Below are the records; pull every line that includes "Saddle".

-- -- --

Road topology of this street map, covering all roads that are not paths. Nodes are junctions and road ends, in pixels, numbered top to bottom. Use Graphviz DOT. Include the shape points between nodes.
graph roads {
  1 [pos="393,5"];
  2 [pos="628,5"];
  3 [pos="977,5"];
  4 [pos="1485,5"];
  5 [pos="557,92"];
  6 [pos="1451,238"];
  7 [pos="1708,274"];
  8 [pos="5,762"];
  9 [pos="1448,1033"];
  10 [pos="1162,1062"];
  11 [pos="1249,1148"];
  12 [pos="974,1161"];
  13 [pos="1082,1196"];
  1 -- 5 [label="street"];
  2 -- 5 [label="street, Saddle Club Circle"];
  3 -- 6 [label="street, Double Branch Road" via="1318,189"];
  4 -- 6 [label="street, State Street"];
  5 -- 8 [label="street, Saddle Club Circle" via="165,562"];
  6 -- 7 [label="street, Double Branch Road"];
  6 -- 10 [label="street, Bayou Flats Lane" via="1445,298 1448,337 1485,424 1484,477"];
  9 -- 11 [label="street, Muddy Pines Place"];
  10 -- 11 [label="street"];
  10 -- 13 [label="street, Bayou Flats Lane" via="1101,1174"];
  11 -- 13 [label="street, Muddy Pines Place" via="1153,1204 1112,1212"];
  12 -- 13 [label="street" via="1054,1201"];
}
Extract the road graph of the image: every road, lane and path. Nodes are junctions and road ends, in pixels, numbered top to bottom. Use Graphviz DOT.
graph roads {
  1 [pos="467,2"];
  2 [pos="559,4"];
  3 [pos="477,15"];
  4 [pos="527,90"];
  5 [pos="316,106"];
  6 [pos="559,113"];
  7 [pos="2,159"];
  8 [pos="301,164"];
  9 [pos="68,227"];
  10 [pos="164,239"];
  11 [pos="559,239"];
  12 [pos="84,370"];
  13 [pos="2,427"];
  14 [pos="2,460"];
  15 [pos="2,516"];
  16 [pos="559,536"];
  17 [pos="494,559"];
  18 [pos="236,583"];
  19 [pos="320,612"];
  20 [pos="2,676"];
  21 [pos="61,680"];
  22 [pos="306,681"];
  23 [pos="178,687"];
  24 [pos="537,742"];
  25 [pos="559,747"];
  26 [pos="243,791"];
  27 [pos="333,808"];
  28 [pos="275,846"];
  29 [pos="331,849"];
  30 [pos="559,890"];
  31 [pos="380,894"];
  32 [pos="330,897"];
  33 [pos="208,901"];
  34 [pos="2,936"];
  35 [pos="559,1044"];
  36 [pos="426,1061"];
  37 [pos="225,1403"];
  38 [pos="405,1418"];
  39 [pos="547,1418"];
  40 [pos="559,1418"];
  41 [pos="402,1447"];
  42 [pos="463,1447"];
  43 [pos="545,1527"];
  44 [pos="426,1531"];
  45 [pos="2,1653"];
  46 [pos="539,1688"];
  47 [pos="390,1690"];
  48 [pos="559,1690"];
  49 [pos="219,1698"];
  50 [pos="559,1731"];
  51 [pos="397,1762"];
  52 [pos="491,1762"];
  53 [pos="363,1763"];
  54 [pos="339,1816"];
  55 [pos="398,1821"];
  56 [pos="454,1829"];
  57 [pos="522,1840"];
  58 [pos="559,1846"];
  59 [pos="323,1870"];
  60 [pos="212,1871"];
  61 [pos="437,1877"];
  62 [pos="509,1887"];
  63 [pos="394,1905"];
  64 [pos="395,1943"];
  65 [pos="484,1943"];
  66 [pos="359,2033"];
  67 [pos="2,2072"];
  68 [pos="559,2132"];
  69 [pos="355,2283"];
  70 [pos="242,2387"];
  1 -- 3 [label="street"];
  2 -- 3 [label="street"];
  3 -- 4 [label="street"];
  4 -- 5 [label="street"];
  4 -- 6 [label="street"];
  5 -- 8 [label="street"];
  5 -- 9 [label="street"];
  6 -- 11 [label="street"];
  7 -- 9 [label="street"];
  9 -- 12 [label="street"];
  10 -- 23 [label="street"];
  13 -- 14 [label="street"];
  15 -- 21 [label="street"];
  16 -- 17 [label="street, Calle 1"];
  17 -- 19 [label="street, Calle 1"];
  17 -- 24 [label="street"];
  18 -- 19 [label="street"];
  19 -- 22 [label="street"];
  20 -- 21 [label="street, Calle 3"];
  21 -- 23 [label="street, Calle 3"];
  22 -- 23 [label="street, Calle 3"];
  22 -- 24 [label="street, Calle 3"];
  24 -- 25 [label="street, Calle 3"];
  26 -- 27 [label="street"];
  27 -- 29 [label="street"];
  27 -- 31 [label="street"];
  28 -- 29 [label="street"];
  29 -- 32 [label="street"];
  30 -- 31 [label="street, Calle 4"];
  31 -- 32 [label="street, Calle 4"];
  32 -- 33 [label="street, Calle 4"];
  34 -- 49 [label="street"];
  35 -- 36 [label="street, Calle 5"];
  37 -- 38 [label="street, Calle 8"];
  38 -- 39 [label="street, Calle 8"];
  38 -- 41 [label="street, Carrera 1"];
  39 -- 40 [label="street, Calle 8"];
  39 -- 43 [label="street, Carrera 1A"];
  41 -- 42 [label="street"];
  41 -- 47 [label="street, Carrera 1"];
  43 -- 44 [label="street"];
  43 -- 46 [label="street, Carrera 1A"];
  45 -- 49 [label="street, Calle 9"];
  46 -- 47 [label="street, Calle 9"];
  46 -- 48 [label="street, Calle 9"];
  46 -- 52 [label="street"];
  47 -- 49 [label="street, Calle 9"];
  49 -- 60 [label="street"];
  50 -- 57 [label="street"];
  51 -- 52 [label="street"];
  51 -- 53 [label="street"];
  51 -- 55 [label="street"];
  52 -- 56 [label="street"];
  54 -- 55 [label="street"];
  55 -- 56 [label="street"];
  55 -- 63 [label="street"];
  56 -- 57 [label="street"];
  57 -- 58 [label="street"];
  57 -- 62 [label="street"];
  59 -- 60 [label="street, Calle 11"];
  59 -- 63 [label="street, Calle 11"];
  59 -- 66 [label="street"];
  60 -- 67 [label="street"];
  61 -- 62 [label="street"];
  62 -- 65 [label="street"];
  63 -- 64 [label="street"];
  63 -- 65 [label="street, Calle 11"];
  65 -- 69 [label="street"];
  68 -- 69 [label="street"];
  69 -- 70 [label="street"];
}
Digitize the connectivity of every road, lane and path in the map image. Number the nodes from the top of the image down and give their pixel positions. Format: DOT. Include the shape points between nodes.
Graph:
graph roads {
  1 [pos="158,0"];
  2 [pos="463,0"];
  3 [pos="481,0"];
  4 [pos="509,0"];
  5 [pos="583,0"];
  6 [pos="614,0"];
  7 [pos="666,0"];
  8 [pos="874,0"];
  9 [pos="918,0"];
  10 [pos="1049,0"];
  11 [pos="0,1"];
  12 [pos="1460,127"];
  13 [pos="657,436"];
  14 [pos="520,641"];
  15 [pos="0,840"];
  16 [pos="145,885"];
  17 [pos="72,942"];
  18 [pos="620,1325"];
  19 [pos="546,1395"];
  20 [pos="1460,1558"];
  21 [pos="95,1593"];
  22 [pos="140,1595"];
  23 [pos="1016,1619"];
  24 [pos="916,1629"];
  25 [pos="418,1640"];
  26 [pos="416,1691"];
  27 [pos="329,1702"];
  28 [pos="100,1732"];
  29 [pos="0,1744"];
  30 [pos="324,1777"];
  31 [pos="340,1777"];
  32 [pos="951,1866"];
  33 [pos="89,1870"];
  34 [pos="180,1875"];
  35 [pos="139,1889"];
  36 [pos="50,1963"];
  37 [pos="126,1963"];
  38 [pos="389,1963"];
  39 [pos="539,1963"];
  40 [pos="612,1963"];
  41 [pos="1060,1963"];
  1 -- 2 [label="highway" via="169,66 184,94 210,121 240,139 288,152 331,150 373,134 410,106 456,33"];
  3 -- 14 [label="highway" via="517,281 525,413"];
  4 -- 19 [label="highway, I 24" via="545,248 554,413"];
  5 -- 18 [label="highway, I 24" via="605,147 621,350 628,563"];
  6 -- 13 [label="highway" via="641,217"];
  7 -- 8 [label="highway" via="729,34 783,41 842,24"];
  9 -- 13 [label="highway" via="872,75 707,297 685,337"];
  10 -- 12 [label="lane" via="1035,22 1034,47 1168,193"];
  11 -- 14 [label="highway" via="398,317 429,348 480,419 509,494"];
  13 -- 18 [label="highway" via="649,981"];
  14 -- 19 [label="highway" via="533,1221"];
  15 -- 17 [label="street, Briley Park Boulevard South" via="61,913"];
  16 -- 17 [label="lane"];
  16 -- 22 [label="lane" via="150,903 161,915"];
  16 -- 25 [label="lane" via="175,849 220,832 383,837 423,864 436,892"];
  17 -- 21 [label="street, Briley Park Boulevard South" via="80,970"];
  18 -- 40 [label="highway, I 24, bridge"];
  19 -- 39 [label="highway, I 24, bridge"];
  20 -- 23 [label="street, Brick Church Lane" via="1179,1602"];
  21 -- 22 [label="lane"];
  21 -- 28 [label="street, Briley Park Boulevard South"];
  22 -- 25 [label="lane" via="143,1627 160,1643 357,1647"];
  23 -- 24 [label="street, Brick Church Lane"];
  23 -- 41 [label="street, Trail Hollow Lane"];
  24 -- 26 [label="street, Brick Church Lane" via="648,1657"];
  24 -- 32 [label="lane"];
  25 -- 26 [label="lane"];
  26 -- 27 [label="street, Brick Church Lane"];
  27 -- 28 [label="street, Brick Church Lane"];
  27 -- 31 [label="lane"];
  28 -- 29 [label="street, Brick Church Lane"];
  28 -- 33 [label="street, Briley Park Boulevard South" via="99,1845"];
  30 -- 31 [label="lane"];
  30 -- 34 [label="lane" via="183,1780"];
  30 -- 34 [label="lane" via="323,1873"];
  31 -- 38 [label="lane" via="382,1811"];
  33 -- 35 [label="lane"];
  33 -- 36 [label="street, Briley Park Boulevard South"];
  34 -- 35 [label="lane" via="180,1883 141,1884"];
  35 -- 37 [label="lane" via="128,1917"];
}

-- -- --

**Result of this exercise**
  2 -- 5 [label="street, Saddle Club Circle"];
  5 -- 8 [label="street, Saddle Club Circle" via="165,562"];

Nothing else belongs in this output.